* [INSTRUCTIONS FOR THE TASK]: Write out exactly the lines below that run from the one containing "middle dip: (377, 272)" through the one containing "index tip: (506, 299)", both included, with no other lines.

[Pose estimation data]
# # # #
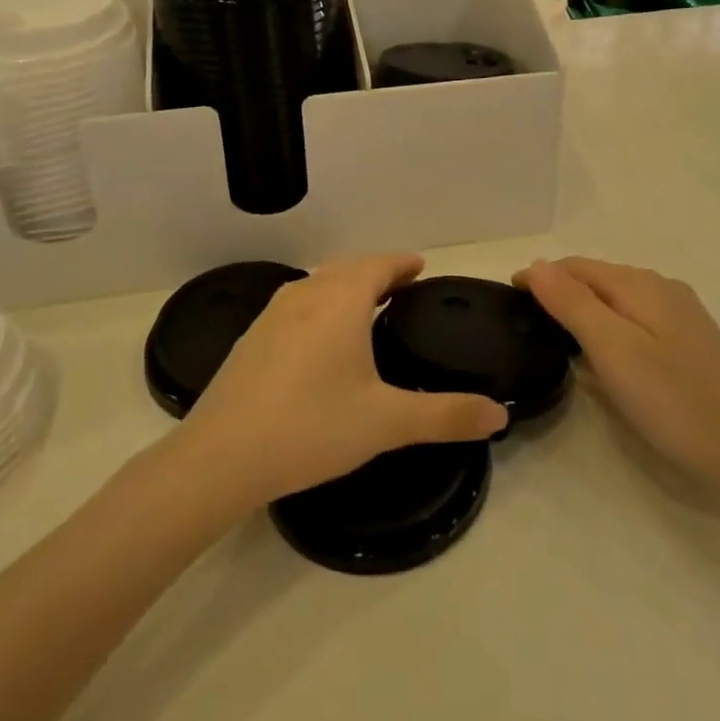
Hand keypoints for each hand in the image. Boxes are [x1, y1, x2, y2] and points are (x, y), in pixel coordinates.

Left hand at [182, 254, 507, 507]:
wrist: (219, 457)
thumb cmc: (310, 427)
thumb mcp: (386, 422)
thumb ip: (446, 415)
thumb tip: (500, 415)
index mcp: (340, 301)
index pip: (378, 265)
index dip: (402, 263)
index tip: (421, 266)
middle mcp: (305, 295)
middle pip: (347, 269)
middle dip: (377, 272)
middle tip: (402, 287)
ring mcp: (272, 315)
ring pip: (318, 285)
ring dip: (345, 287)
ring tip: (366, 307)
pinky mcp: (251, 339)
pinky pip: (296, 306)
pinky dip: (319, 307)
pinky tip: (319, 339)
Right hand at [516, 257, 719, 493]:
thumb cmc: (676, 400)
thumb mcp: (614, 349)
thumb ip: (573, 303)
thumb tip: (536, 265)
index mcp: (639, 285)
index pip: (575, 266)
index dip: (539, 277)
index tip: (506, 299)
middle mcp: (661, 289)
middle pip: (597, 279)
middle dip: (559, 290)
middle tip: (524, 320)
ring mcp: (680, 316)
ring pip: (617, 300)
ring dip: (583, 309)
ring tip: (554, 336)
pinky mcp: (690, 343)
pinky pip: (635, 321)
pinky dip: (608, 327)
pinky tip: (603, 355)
# # # #
* [RESULT OF THIS EXERCISE]:
middle dip: (377, 272)
middle tip: (402, 287)
ring mcp: (272, 315)
ring pip: (318, 285)
ring dip: (345, 287)
ring tip: (366, 307)
pinky mcp: (251, 339)
pinky pip: (296, 306)
pinky dip: (319, 307)
pinky tip: (319, 339)
Right hand at [516, 257, 719, 493]:
thumb cmc: (676, 400)
thumb mcp: (614, 349)
thumb ip: (573, 303)
thumb tip: (536, 265)
index mcp: (639, 285)
index pip: (575, 266)
index dip: (539, 277)
index tip: (506, 299)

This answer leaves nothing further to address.